You should out the people who actually do these things rather than treat the rest of us as criminals by default with disgusting bigoted policies and the back of the bus mentality.

When she pointed out that this could have put her in more serious danger, he merely scoffed:

You would have to be paranoid and spoonfed the most egregious of feminist women are helpless, men are unstoppable beasts that need other men with guns to drag them away dogma to believe that all but the most psychopathic would persist or try to harm you if you outed them to a crowd for their actions.

Easy for you to say.

Of course, when women DO confront sexual harassers on trains, as I noted in a post on the infamous New York Subway flasher last November, they get reactions like this sarcastic Reddit comment from one member of the men-are-oppressed club.

Yes, because obviously her heterophobia needs to be glorified… Penises are so disgusting and scary, obviously women should totally be justified in fearing them and there couldn’t possibly be any kind of misandry involved with such contempt, befuddlement or “helplessness/horror” to the mere sigh[t] of male anatomy. /s

Yep, if you’re a woman on a train, not wanting to have some random dude pull his penis out and rub it on you is “heterophobia.” Who knew?

In the case of the subway flasher, the alleged perp did indeed flee when confronted. (He was later arrested.) That’s pretty much the best-case scenario.
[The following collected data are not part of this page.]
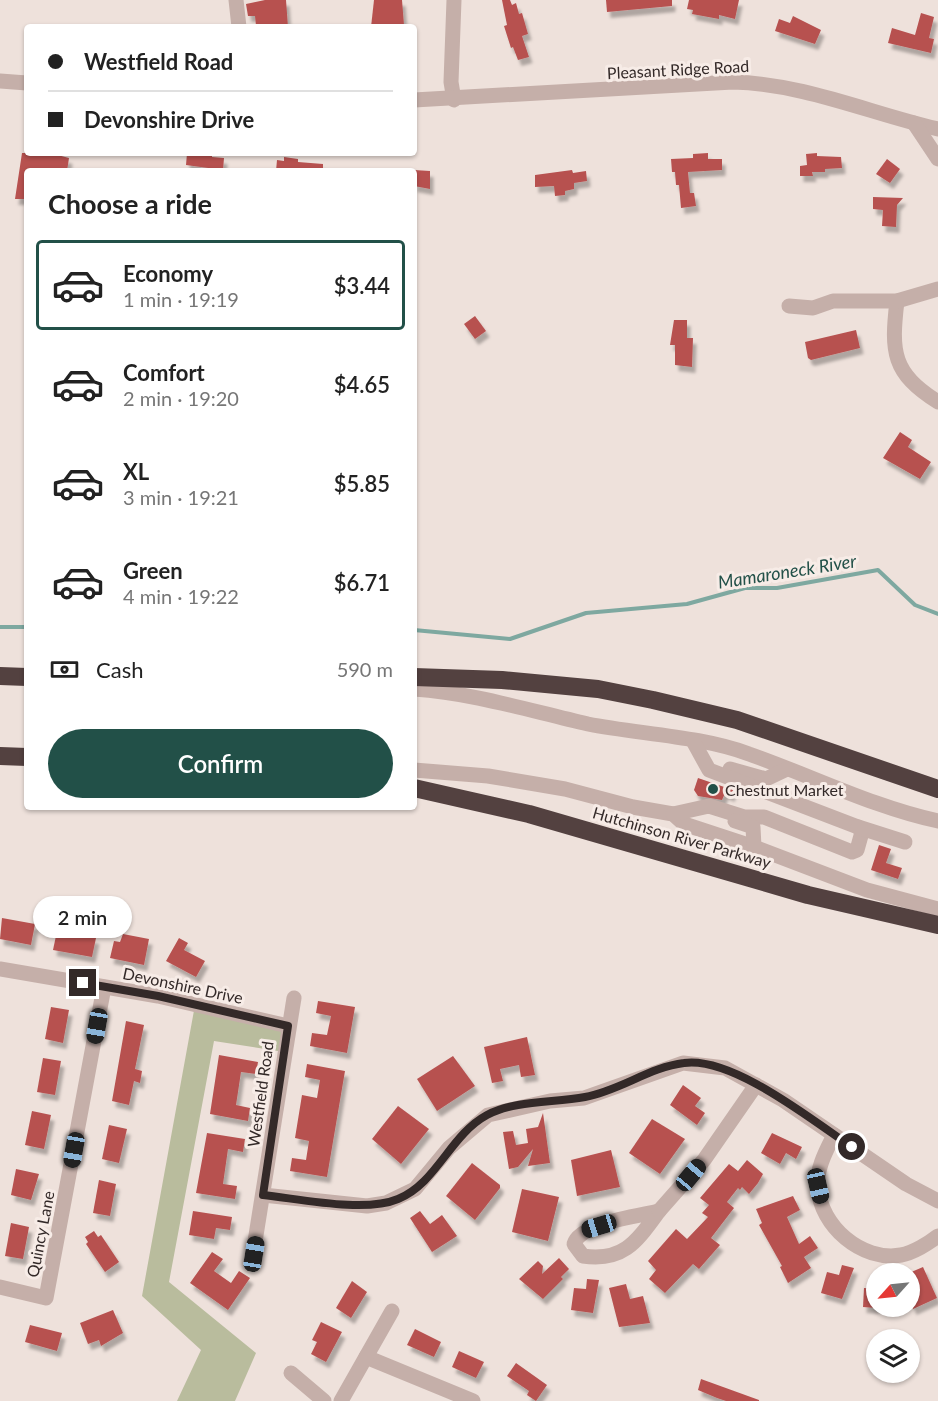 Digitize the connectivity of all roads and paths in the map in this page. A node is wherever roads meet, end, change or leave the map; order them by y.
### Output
1 (236, 0) edge
2 (454, 0) edge
3 (239, 24) edge
4 (0, 81) edge
5 (24, 83) edge
6 (417, 100) edge
7 (454, 100) junction
8 (914, 123) junction
9 (938, 129) edge
10 (938, 159) edge
11 (938, 289) edge
12 (897, 301) junction
13 (789, 306) dead end
14 (938, 402) edge
15 (0, 676) edge
16 (24, 677) edge
17 (417, 677) edge
18 (417, 689) edge
19 (693, 741) junction
20 (0, 756) edge
21 (24, 757) edge
22 (787, 769) junction
23 (417, 770) edge
24 (417, 789) edge
25 (938, 789) edge
26 (773, 795) junction
27 (673, 814) junction
28 (764, 817) junction
29 (938, 822) edge
30 (858, 827) junction
31 (906, 842) dead end
32 (754, 847) junction
33 (938, 909) edge
34 (938, 925) edge
35 (0, 969) edge
36 (104, 987) junction
37 (294, 999) dead end
38 (288, 1026) junction
39 (756, 1085) junction
40 (834, 1135) junction
41 (263, 1195) junction
42 (938, 1201) edge
43 (659, 1211) junction
44 (938, 1236) edge
45 (254, 1254) dead end
46 (0, 1287) edge
47 (392, 1311) dead end
48 (366, 1356) junction
49 (291, 1373) dead end
50 (324, 1401) edge
51 (341, 1401) edge
52 (473, 1401) edge

1 - 3 street
2 - 7 street
4 - 5 street
6 - 7 street, Pleasant Ridge Road
7 - 8 street, Pleasant Ridge Road
8 - 9 street, Pleasant Ridge Road
8 - 10 street
11 - 12 street
12 - 13 street
12 - 14 street
15 - 16 highway
17 - 25 highway
18 - 19 street
19 - 22 street
19 - 26 street
20 - 21 highway
22 - 26 street
22 - 29 street
23 - 27 street
24 - 34 highway, Hutchinson River Parkway
26 - 28 street
26 - 30 street
27 - 28 street
27 - 32 street
28 - 30 street
28 - 32 street
30 - 31 street
32 - 33 street
35 - 36 street, Devonshire Drive
36 - 38 street, Devonshire Drive
36 - 46 street, Quincy Lane
37 - 38 street, Westfield Road
38 - 41 street, Westfield Road
39 - 40 street
39 - 41 street
39 - 43 street
40 - 42 street
40 - 44 street
41 - 45 street, Westfield Road
43 - 43 street
47 - 48 street
48 - 51 street
48 - 52 street
49 - 50 street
But it’s hardly the only possible result, and it’s understandable why a woman riding the train to work (much less one backpacking alone in a foreign country) would hesitate to publicly accuse a groper of groping her. Having women-only train cars cuts down on the number of times women are put in this difficult situation.

Yes, in an ideal world, there would be no need for women-only train cars. In an ideal world, men wouldn’t grope women on trains.